但是当大家的产品变得工程化之后,Golang 这种“静态”特性让插件变得不是那么“自然”,大家可以通过 DLL / .so 来执行插件,但是 “并不是谁都可以写 Golang DLL/.so 的” 不是吗?于是在客户端层面,大家有努力的去想了别的办法,比如 npm 包的格式来封装插件,让他在客户端 “动态” 起来,但是依赖管理仍然是一个比较难过的关。

往往很多时候,我们遇到的这种困难其实换个领域,换个角度已经有了很棒的方案:譬如 Java 中的各种嵌入式脚本语言,经常被用来做“查询”的插件和简单逻辑。既然可以嵌入一些数据库与 IO 的能力,如果嵌入式语言可以使用的话,当然也可以嵌入 “扫描” 能力了。

“嵌入式”是最终方案#

当大家有了这个想法之后,我们就发现“嵌入式的语言”作为插件的实现,其实强度和表现力都是远大于 Yaml / Json 这类数据描述语言:表现力层面:图灵完备 > 数据容器(描述)语言。这是毋庸置疑的。

同时,如果为这个图灵完备语言增加和插件平台的各种交互,他理所应当成为一个非常合理的插件系统的。

这件事情是最合适 Yak 来做的,我们的引擎已经可以做到 “零依赖”,“嵌入执行”,“自动代码补全”。
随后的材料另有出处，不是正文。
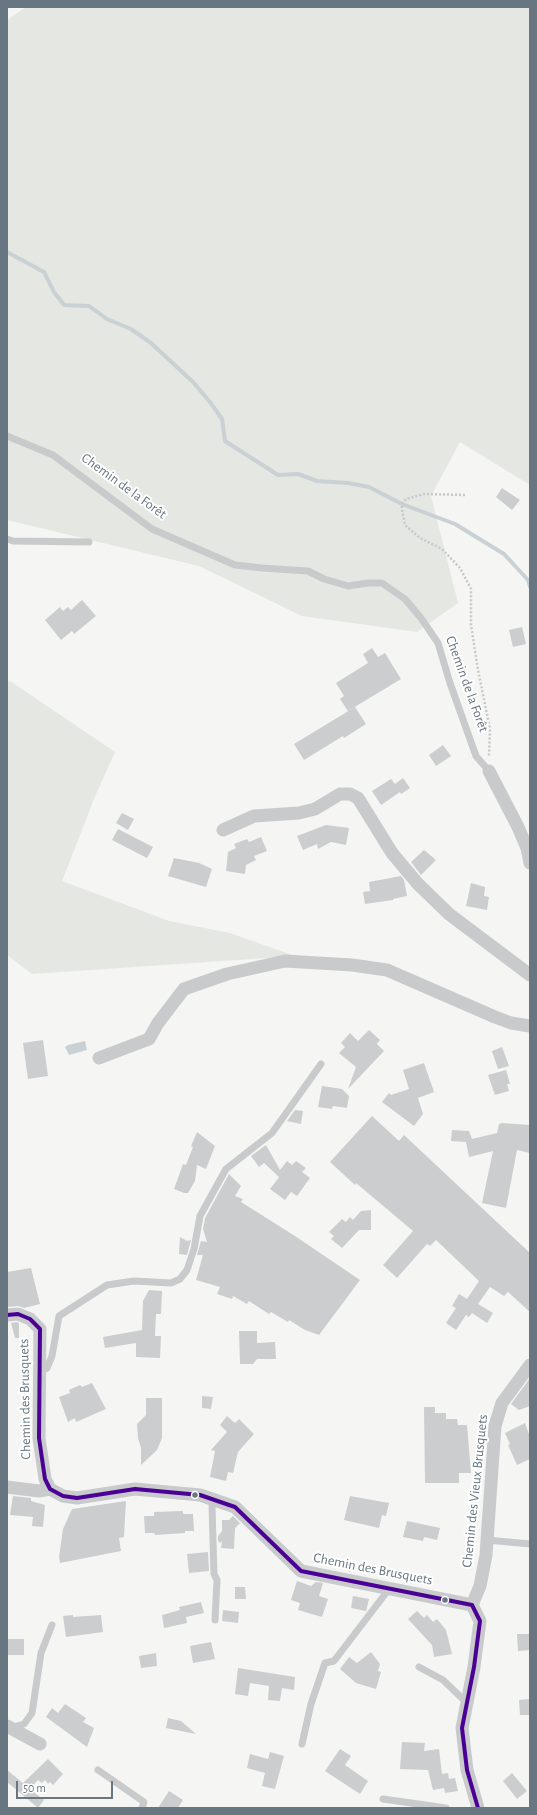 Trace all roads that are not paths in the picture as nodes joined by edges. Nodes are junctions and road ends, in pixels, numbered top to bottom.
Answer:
1 (7, 436) edge
2 (7, 539) edge
3 (88, 542) dead end
4 (489, 770) joint
5 (223, 830) dead end
6 (530, 863) edge
7 (530, 975) edge
8 (530, 1026) edge
9 (99, 1058) dead end
10 (321, 1064) dead end
11 (7, 1315) edge
12 (530, 1364) edge
13 (39, 1373) junction
14 (7, 1487) edge
15 (50, 1489) junction
16 (215, 1500) junction
17 (487, 1540) junction
18 (530, 1544) edge
19 (389, 1588) junction
20 (472, 1605) junction
21 (216, 1620) dead end
22 (52, 1625) dead end
23 (419, 1667) dead end
24 (467, 1703) junction
25 (9, 1727) edge
26 (40, 1744) dead end
27 (302, 1744) dead end
28 (98, 1770) dead end
29 (383, 1799) dead end
30 (142, 1808) edge
31 (446, 1808) edge
32 (478, 1808) edge

1 - 4 lane, Chemin de la Forêt
2 - 3 lane
4 - 6 street, Chemin de la Forêt
5 - 7 street
8 - 9 street
10 - 13 lane
11 - 13 street, Chemin des Brusquets
12 - 17 street, Chemin des Vieux Brusquets
13 - 15 street, Chemin des Brusquets
14 - 15 street
15 - 16 street, Chemin des Brusquets
16 - 19 street, Chemin des Brusquets
16 - 21 lane
17 - 18 lane
17 - 20 street, Chemin des Vieux Brusquets
19 - 20 street, Chemin des Brusquets
19 - 27 lane
20 - 24 street
22 - 25 lane
23 - 24 lane
24 - 32 street
25 - 26 street
28 - 30 lane
29 - 31 lane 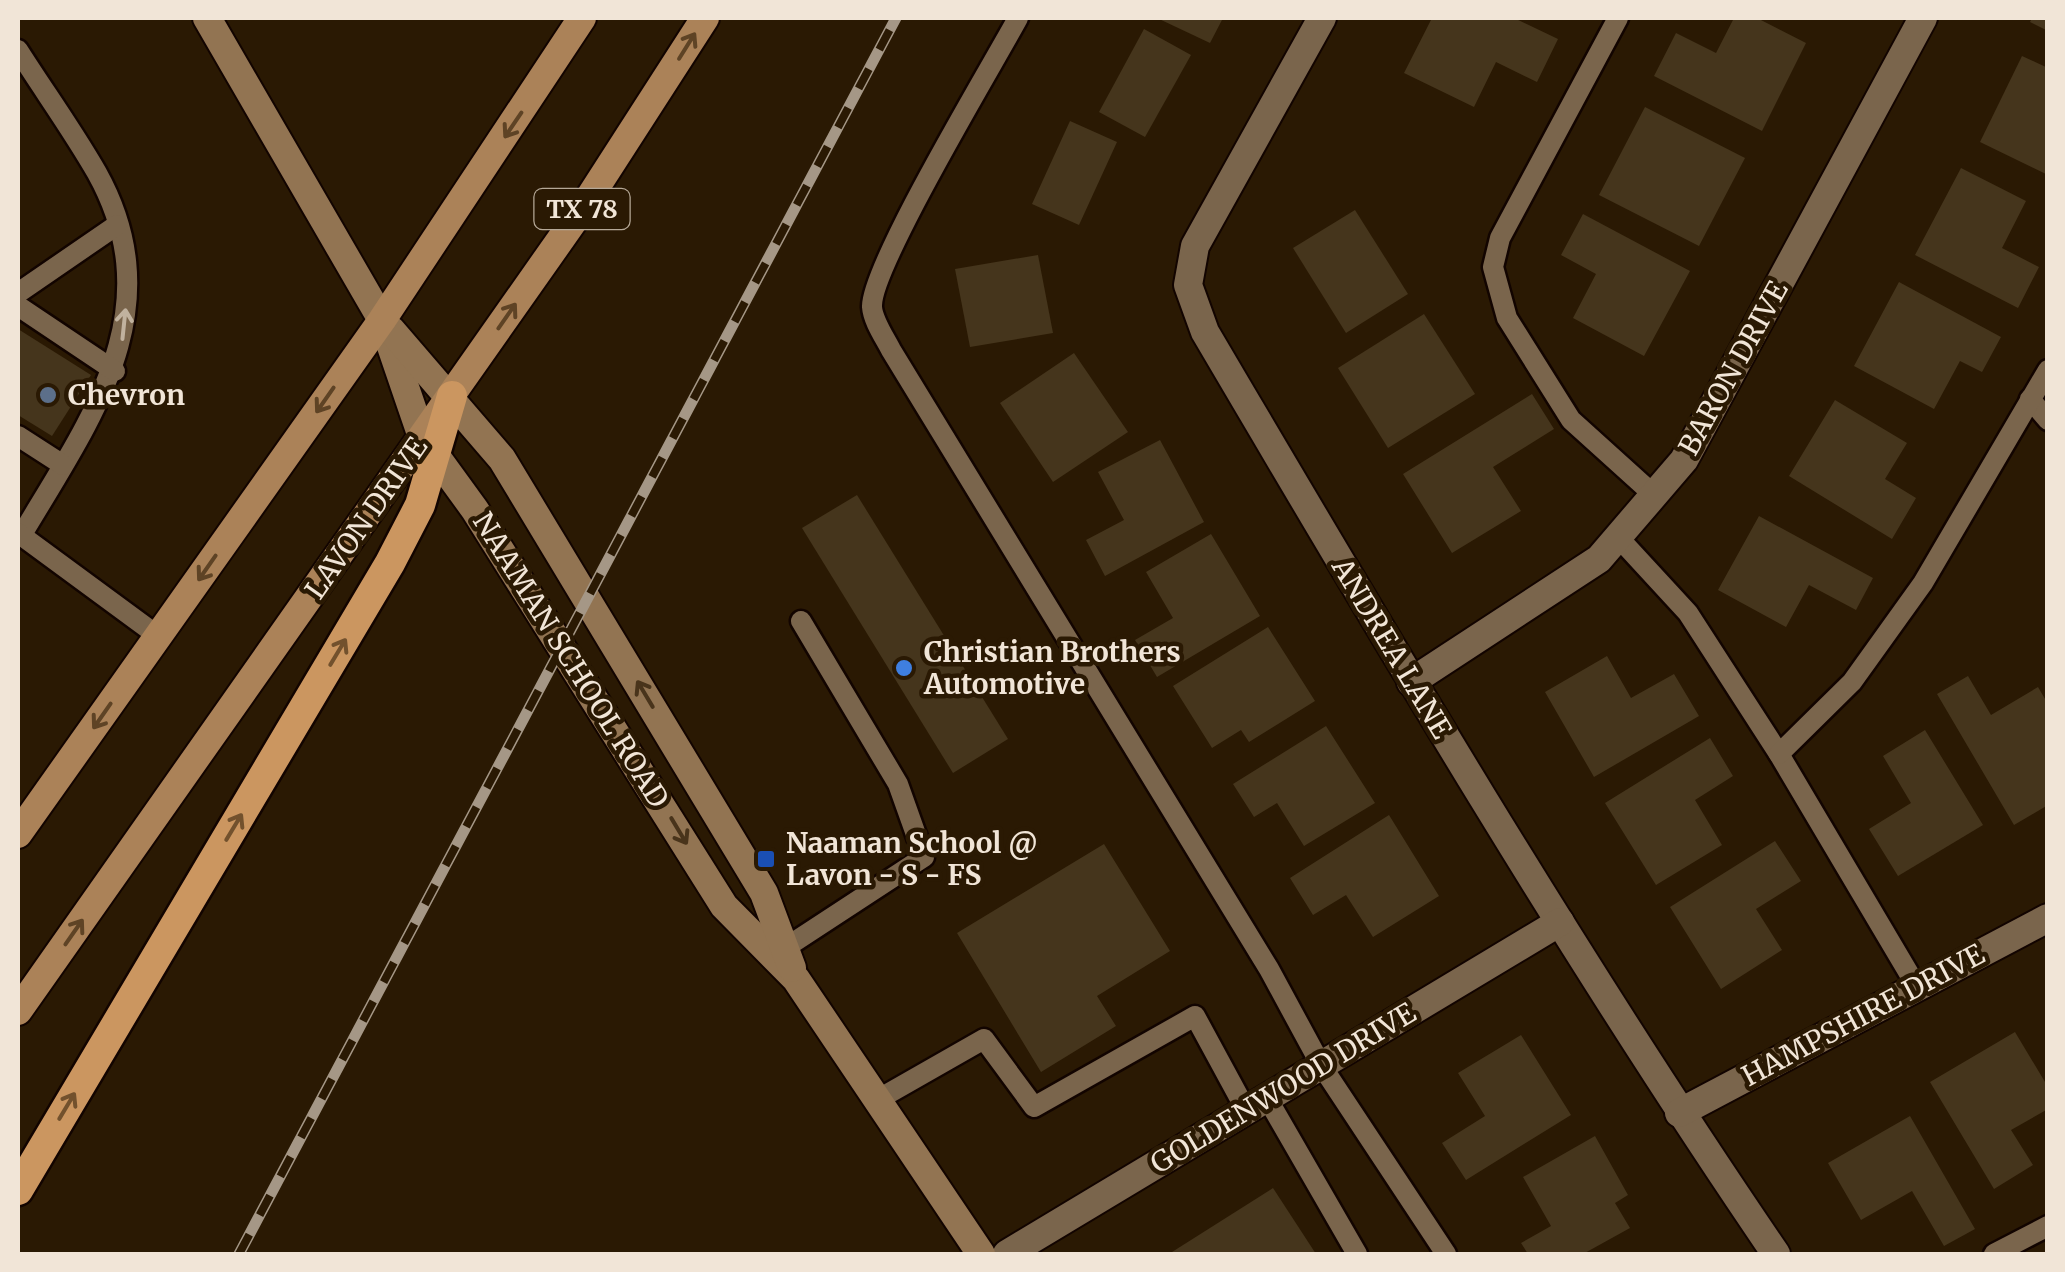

难道成为 Yakit 的插件系统核心是一件难事儿吗?当选定了这一条我们认为正确的路线之后,其实后面很多事情就变成了 “加油干” 就能解决的了。

Yakit 的插件是如何运作的?#

我们需要固化用户输入的 Schema:当我们把用户输入的参数预先设定好之后,就可以生成用户需要填写的表单了,这其实非常方便,并不需要插件编写者真的去编写“前端”,不需要用户编写界面可以降低很多成本

当我们使用配置好的参数 + Yak脚本的时候,我们就可以把这两个东西保存到 Yak 核心引擎中,作为一个插件的持久化。

所以只要能拿到插件的持久化 ID,我们就可以获取到插件的全部信息,只要填了相对应的参数,我们就可以做到在 Yak 引擎中执行了。